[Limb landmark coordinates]
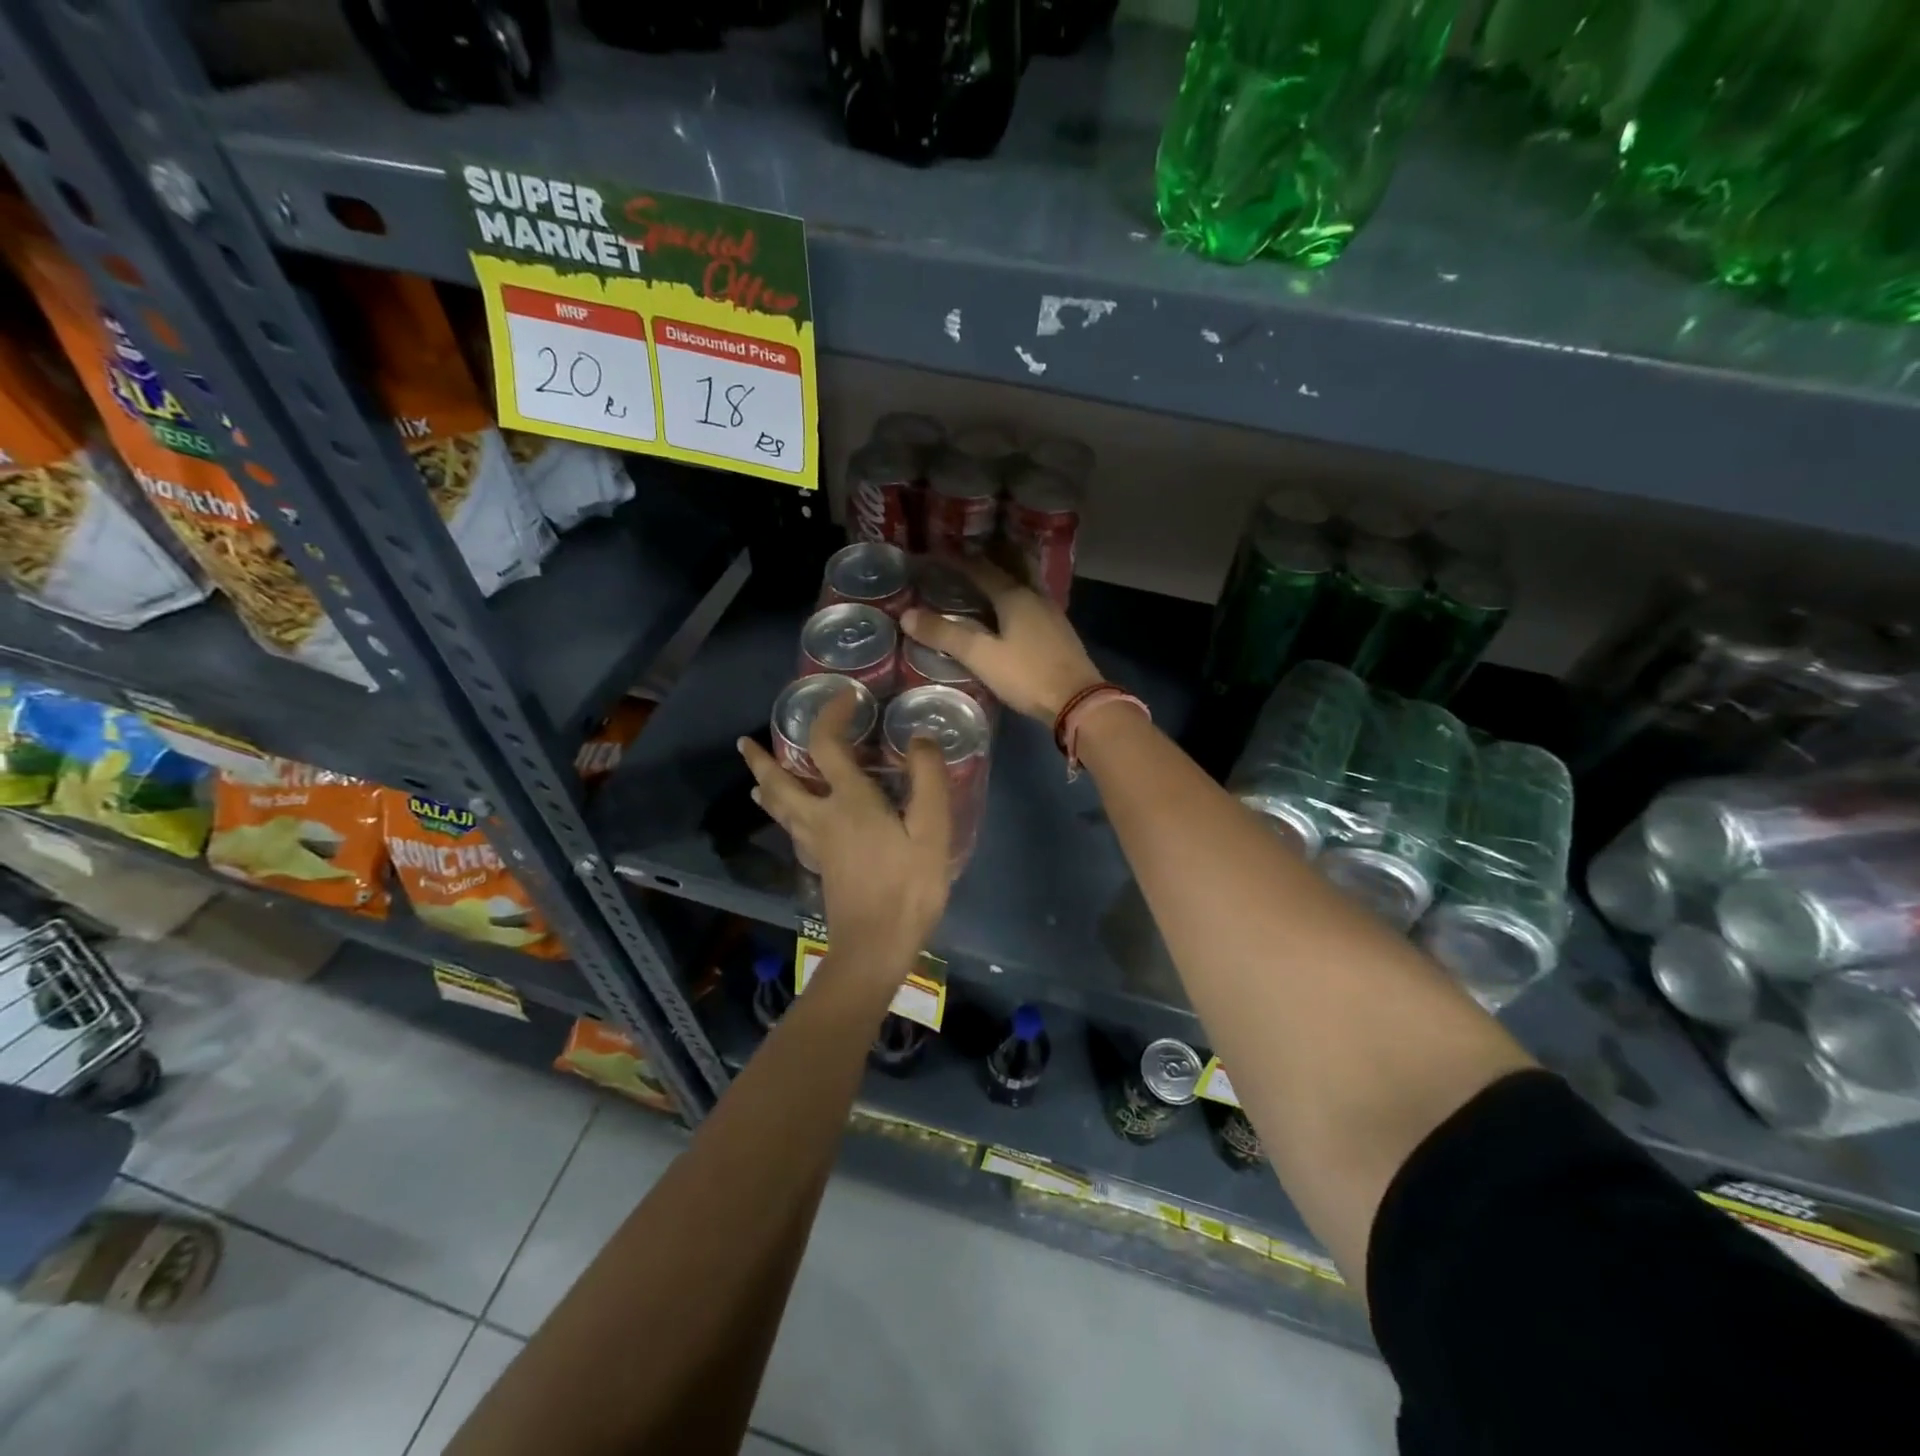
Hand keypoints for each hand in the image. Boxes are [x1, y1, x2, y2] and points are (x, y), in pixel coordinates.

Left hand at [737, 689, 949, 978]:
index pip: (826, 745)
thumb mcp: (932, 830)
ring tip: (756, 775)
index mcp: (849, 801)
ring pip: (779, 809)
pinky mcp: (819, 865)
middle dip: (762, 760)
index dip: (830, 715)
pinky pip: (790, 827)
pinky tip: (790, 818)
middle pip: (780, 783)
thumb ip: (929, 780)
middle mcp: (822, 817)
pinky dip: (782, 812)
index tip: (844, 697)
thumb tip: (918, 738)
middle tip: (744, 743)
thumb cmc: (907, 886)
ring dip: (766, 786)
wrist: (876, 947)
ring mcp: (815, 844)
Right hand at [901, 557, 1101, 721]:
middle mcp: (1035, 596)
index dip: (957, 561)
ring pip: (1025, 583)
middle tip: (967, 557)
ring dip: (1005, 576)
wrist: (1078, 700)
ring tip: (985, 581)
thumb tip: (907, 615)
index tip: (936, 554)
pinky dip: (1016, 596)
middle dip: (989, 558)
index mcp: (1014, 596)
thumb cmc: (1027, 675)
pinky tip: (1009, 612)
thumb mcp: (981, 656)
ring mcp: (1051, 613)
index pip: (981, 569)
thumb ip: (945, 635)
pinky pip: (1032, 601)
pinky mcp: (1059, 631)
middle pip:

▶ [Task details]: Exclude the images and output the lines above exactly.

▶ [Answer for the task]:
Hand keypoints for each hand in the image. Boxes are [x1, y1, x2, y2] and points are (x, y), in pixel coordinates.

Left hand at [737, 689, 949, 978]:
index pip: (826, 745)
thumb mcp: (932, 830)
ring tip: (756, 775)
index mcp: (849, 801)
ring pip: (779, 809)
pinky mcp: (819, 865)
middle dip: (762, 760)
index dip: (830, 715)
pinky pip: (790, 827)
pinky tip: (790, 818)
middle pip: (780, 783)
thumb ip: (929, 780)
middle mcp: (822, 817)
pinky dip: (782, 812)
index tip: (844, 697)
thumb tip: (918, 738)
middle tip: (744, 743)
thumb cmc: (907, 886)
ring dip: (766, 786)
wrist: (876, 947)
ring mcp: (815, 844)
Right hand at [901, 557, 1101, 721]:
middle mcp: (1035, 596)
index dip: (957, 561)
ring pip: (1025, 583)
middle tip: (967, 557)
ring dip: (1005, 576)
wrist: (1078, 700)
ring tip: (985, 581)
thumb tip: (907, 615)
index tip: (936, 554)
pinky dip: (1016, 596)
middle dip: (989, 558)
index mcp: (1014, 596)
thumb cmc: (1027, 675)
pinky tip: (1009, 612)
thumb mcp: (981, 656)
ring mcp: (1051, 613)
index pip: (981, 569)
thumb ip: (945, 635)
pinky pip: (1032, 601)
pinky mcp: (1059, 631)
middle pip:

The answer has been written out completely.